Items listed in a dataset:
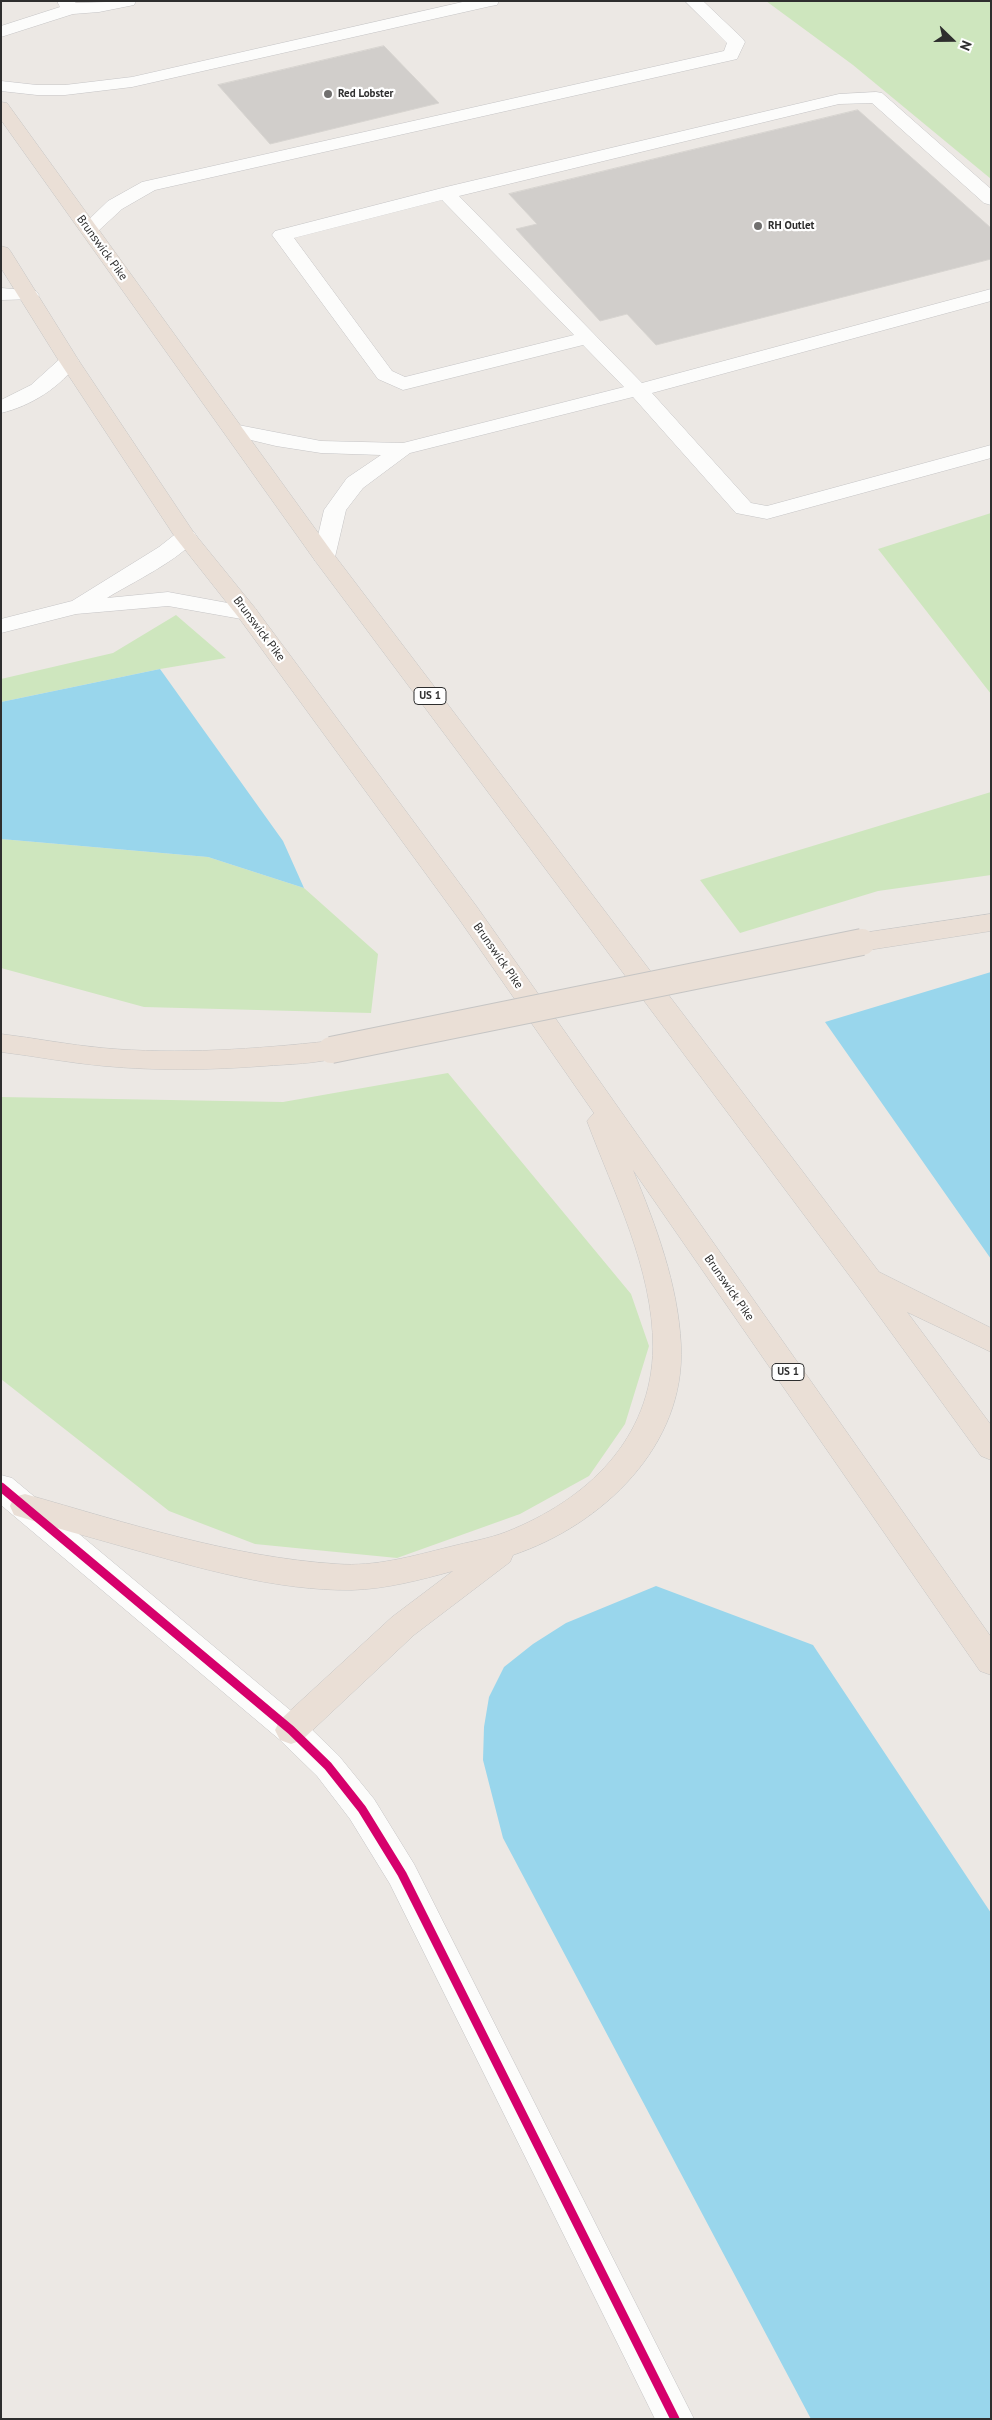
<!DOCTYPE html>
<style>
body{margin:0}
#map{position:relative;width:992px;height:2420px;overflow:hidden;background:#ece8e4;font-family:"PT Sans",sans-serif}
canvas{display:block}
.frame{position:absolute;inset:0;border:2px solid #2e2e2e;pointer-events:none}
.north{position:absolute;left:927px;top:15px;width:50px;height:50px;-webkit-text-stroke:4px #fff;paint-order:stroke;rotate:112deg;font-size:14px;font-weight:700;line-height:20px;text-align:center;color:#2e2e2e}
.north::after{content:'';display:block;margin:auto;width:18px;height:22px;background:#2e2e2e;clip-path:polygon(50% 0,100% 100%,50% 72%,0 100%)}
</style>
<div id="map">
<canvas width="992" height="2420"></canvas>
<div class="frame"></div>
<div class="north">N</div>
</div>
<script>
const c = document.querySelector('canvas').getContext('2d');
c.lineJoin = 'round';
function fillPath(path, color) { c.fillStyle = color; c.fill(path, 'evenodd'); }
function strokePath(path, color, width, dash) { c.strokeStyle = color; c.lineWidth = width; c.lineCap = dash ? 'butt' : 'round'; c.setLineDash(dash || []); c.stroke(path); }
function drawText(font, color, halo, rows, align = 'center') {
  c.font = font + ' "PT Sans",sans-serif'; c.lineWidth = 4.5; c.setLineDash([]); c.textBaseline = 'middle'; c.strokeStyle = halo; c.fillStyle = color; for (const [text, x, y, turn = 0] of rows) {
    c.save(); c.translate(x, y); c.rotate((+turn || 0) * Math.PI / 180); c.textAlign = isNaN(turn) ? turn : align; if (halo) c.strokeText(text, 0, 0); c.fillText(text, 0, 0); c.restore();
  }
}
fillPath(new Path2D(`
 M 766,1 L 991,1 L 991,179 L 853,65 Z
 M 991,513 L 991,694 L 878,549 Z
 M 176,615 L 226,658 L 160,669 L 1,702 L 1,679 L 113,653 Z
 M 991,792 L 991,875 L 878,891 L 740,933 L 700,880 Z
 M 1,839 L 208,857 L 304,888 L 378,954 L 371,1013 L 144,1007 L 1,968 Z
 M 448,1073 L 631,1294 L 649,1346 L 625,1424 L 589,1476 L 520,1514 L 397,1558 L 255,1544 L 169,1511 L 1,1379 L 1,1097 L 283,1102 Z`), '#cee6be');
fillPath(new Path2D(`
 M 160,669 L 283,841 L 304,888 L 208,857 L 1,839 L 1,702 Z
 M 991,972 L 991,1259 L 825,1022 Z
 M 656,1586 L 813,1645 L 991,1913 L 991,2419 L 811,2419 L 503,1838 L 483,1760 L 484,1727 L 489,1697 L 504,1667 L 533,1644 L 566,1623 Z`), '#99d6ec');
const building = new Path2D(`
 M 384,46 L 439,103 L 270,144 L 218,85 Z
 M 858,110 L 991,228 L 991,259 L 656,345 L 627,314 L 600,321 L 516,229 L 537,224 L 509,194 Z`);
fillPath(building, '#d1cecb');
strokePath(building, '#d7d4d0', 1);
const minor = new Path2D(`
 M 57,1 L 74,1 L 76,3 L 136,1 L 134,5 L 99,12 L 73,14 L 1,37 L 1,26 L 60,7 Z
 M 467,1 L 499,1 L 497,5 L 491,6 L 132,87 L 65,95 L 37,95 L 1,91 L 1,81 L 37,85 L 65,85 L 132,77 Z
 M 685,1 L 703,1 L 742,38 L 745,42 L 737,59 L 155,190 L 122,209 L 96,233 L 82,233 L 79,229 L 108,201 L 142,182 L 724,51 L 727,43 Z
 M 876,92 L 882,93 L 991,189 L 991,205 L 984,203 L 872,103 L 839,104 L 459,196 L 642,383 L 991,289 L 991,301 L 652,393 L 751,503 L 767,506 L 991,445 L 991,458 L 767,519 L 736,513 L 633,397 L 410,453 L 363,488 L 346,510 L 335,557 L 332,562 L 324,564 L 316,562 L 313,557 L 324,510 L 347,478 L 381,455 L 321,453 L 276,446 L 226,434 L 223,430 L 226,426 L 233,424 L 321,441 L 403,443 L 624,387 L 583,345 L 403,390 L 378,379 L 275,239 L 272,235 L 275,231 L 446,187 L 839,94 ZM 442,200 L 574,335 L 405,377 L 392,371 L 294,238 Z
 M 1,288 L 36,291 L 39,295 L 36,299 L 1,300 Z
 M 69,355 L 76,357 L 79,361 C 61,387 31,406 1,413 L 1,400 L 31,385 L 62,357 Z
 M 186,530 L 194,532 L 197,537 C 182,559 131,583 107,598 L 168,592 L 255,608 L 258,613 L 255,618 L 247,620 L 168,606 L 76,614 L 1,633 L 1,619 L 72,601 L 159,547 L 178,532 Z
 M 1,1475 L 12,1478 L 302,1720 L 339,1756 L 374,1799 L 414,1864 L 694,2419 L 655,2419 L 390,1884 L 350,1819 L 317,1776 L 280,1740 L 1,1505 Z`);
const highway = new Path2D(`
 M 1,102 L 7,103 L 332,552 L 879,1272 L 991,1328 L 991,1352 L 907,1312 L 991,1425 L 991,1460 L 981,1456 L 858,1287 L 316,562 L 1,120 Z
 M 1,246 L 8,248 L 11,252 L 79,361 L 194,533 L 255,608 L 477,907 L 991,1637 L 991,1675 L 980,1671 L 633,1170 C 656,1226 678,1284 681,1345 C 686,1446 602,1525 513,1555 L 510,1562 L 414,1635 L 302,1740 L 291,1744 L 280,1740 L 275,1730 L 280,1720 L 392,1617 L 453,1571 C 420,1580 386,1589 352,1590 C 277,1591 199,1568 128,1548 C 90,1537 52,1527 14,1515 L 10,1506 L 14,1497 L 25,1494 C 127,1523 231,1557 337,1564 C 375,1567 413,1556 449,1547 C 468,1542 488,1539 506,1532 C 587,1500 652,1439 653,1347 C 653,1269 614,1193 587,1121 L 594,1113 L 459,919 L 239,618 L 175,537 L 59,361 L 1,268 Z
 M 991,914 L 991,931 L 862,951 L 853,948 L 849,942 L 853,936 L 862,933 Z
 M 1,1034 C 35,1038 69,1045 103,1048 C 179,1055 255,1049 331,1041 L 340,1043 L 344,1050 L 340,1057 C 316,1064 289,1064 264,1066 C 211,1070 157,1071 104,1066 C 69,1063 35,1056 1,1052 Z`);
strokePath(minor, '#c5c4c5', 1);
strokePath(highway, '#c6c5c4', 1);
fillPath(minor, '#fcfcfb');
fillPath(highway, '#eadfd6');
const highwayBridge = new Path2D(`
 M 331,1050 L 862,942`);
strokePath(highwayBridge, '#c6c5c4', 28, []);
strokePath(highwayBridge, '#eadfd6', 26);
strokePath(new Path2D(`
 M 1,1487 L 291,1730 L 328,1766 L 362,1809 L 402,1874 L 675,2419`), '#d6006c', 9);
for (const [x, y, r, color] of [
 [328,94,5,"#706f6e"],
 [758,226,5,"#706f6e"]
]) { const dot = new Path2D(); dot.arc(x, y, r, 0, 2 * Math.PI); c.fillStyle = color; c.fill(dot); strokePath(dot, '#fff', 2); }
drawText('bold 11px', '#2e2e2e', '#fff', [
 ["Red Lobster",338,94],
 ["RH Outlet",768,226]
], 'left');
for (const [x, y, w] of [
 [430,696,32],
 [788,1372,32]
]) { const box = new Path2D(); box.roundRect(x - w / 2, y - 8.5, w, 17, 4); c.fillStyle = '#fff'; c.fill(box); strokePath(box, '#2e2e2e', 1); }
drawText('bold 11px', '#2e2e2e', null, [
 ["US 1",430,696],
 ["US 1",788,1372]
]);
drawText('12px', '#2e2e2e', '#fff', [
 ["Brunswick Pike",102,248,54],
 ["Brunswick Pike",259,629,53],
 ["Brunswick Pike",498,956,55],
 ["Brunswick Pike",729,1288,55]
]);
</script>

▶ **What is needed**
Copy, word for word, the entries above from the first line to the line that holds "c.font = font". Drop the pictures.

▶ **Response for this exercise**
<!DOCTYPE html>
<style>
body{margin:0}
#map{position:relative;width:992px;height:2420px;overflow:hidden;background:#ece8e4;font-family:"PT Sans",sans-serif}
canvas{display:block}
.frame{position:absolute;inset:0;border:2px solid #2e2e2e;pointer-events:none}
.north{position:absolute;left:927px;top:15px;width:50px;height:50px;-webkit-text-stroke:4px #fff;paint-order:stroke;rotate:112deg;font-size:14px;font-weight:700;line-height:20px;text-align:center;color:#2e2e2e}
.north::after{content:'';display:block;margin:auto;width:18px;height:22px;background:#2e2e2e;clip-path:polygon(50% 0,100% 100%,50% 72%,0 100%)}
</style>
<div id="map">
<canvas width="992" height="2420"></canvas>
<div class="frame"></div>
<div class="north">N</div>
</div>
<script>
const c = document.querySelector('canvas').getContext('2d');
c.lineJoin = 'round';
function fillPath(path, color) { c.fillStyle = color; c.fill(path, 'evenodd'); }
function strokePath(path, color, width, dash) { c.strokeStyle = color; c.lineWidth = width; c.lineCap = dash ? 'butt' : 'round'; c.setLineDash(dash || []); c.stroke(path); }
function drawText(font, color, halo, rows, align = 'center') {
  c.font = font + ' "PT Sans",sans-serif'; c.lineWidth = 4.5; c.setLineDash([]); c.textBaseline = 'middle'; c.strokeStyle = halo; c.fillStyle = color; for (const [text, x, y, turn = 0] of rows) {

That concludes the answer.